(Dataset entries)
☆ ☆ ☆ ☆ ☆ ☆ ☆

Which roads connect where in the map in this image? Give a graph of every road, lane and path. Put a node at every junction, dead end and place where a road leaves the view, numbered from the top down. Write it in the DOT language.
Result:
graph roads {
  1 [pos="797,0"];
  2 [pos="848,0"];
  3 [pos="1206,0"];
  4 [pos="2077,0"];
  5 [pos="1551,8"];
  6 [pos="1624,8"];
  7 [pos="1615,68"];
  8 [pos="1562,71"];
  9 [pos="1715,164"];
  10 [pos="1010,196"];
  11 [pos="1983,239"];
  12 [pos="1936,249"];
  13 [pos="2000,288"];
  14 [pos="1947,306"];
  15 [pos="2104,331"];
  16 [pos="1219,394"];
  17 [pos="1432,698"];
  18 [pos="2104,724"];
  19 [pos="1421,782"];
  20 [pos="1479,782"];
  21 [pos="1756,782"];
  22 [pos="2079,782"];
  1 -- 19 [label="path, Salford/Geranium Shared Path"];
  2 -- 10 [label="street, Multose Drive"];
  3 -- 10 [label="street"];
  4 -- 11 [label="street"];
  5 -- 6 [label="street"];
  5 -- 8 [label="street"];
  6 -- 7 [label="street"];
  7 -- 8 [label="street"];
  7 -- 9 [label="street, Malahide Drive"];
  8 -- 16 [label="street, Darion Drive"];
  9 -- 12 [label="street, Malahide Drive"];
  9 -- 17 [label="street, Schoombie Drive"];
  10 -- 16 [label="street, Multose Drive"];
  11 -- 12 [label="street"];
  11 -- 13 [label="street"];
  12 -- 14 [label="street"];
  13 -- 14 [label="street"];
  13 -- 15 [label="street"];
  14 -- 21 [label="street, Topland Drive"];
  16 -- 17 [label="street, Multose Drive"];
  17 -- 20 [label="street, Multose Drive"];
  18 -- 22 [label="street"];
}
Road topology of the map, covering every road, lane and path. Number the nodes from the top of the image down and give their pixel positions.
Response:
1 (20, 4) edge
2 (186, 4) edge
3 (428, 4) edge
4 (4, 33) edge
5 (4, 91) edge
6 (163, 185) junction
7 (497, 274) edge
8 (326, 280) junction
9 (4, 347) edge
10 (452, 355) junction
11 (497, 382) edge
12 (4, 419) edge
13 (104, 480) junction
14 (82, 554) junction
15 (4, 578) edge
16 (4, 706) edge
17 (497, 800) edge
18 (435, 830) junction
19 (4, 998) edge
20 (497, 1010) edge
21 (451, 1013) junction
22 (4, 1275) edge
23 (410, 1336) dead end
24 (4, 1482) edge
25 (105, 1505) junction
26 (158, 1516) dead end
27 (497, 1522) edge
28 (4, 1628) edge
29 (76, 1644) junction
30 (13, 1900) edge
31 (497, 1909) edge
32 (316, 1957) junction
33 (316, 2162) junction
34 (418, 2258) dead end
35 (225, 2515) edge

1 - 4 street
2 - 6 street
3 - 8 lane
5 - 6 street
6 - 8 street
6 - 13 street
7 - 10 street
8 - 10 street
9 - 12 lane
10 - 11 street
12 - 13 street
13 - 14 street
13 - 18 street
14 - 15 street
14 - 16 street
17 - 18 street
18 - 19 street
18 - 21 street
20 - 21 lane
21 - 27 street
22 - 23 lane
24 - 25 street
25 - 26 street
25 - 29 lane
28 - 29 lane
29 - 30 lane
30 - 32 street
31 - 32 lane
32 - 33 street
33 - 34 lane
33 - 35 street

☆ ☆ ☆ ☆ ☆ ☆ ☆

**WORK INSTRUCTION**
Each entry, from start to finish, must be restated exactly.

**YOUR SOLUTION**
Which roads connect where in the map in this image? Give a graph of every road, lane and path. Put a node at every junction, dead end and place where a road leaves the view, numbered from the top down. Write it in the DOT language.
Result:
graph roads {
  1 [pos="797,0"];
  2 [pos="848,0"];
  3 [pos="1206,0"];
  4 [pos="2077,0"];
  5 [pos="1551,8"];
  6 [pos="1624,8"];
  7 [pos="1615,68"];
  8 [pos="1562,71"];
  9 [pos="1715,164"];
  10 [pos="1010,196"];
  11 [pos="1983,239"];
  12 [pos="1936,249"];
  13 [pos="2000,288"];
  14 [pos="1947,306"];
  15 [pos="2104,331"];
  16 [pos="1219,394"];
  17 [pos="1432,698"];
  18 [pos="2104,724"];
  19 [pos="1421,782"];
  20 [pos="1479,782"];
  21 [pos="1756,782"];
  22 [pos="2079,782"];
  1 -- 19 [label="path, Salford/Geranium Shared Path"];
  2 -- 10 [label="street, Multose Drive"];
  3 -- 10 [label="street"];
  4 -- 11 [label="street"];
  5 -- 6 [label="street"];
  5 -- 8 [label="street"];
  6 -- 7 [label="street"];
  7 -- 8 [label="street"];
  7 -- 9 [label="street, Malahide Drive"];
  8 -- 16 [label="street, Darion Drive"];
  9 -- 12 [label="street, Malahide Drive"];
  9 -- 17 [label="street, Schoombie Drive"];
  10 -- 16 [label="street, Multose Drive"];
  11 -- 12 [label="street"];
  11 -- 13 [label="street"];
  12 -- 14 [label="street"];
  13 -- 14 [label="street"];
  13 -- 15 [label="street"];
  14 -- 21 [label="street, Topland Drive"];
  16 -- 17 [label="street, Multose Drive"];
  17 -- 20 [label="street, Multose Drive"];
  18 -- 22 [label="street"];
}
Road topology of the map, covering every road, lane and path. Number the nodes from the top of the image down and give their pixel positions.
Response:
1 (20, 4) edge
2 (186, 4) edge
3 (428, 4) edge
4 (4, 33) edge
5 (4, 91) edge
6 (163, 185) junction
7 (497, 274) edge
8 (326, 280) junction
9 (4, 347) edge
10 (452, 355) junction
11 (497, 382) edge
12 (4, 419) edge
13 (104, 480) junction
14 (82, 554) junction
15 (4, 578) edge
16 (4, 706) edge
17 (497, 800) edge
18 (435, 830) junction
19 (4, 998) edge
20 (497, 1010) edge
21 (451, 1013) junction
22 (4, 1275) edge
23 (410, 1336) dead end
24 (4, 1482) edge
25 (105, 1505) junction
26 (158, 1516) dead end
27 (497, 1522) edge
28 (4, 1628) edge
29 (76, 1644) junction
30 (13, 1900) edge
31 (497, 1909) edge
32 (316, 1957) junction
33 (316, 2162) junction
34 (418, 2258) dead end
35 (225, 2515) edge

1 - 4 street
2 - 6 street
3 - 8 lane
5 - 6 street
6 - 8 street
6 - 13 street
7 - 10 street
8 - 10 street
9 - 12 lane
10 - 11 street
12 - 13 street
13 - 14 street
13 - 18 street
14 - 15 street
14 - 16 street
17 - 18 street
18 - 19 street
18 - 21 street
20 - 21 lane
21 - 27 street
22 - 23 lane
24 - 25 street
25 - 26 street
25 - 29 lane
28 - 29 lane
29 - 30 lane
30 - 32 street
31 - 32 lane
32 - 33 street
33 - 34 lane
33 - 35 street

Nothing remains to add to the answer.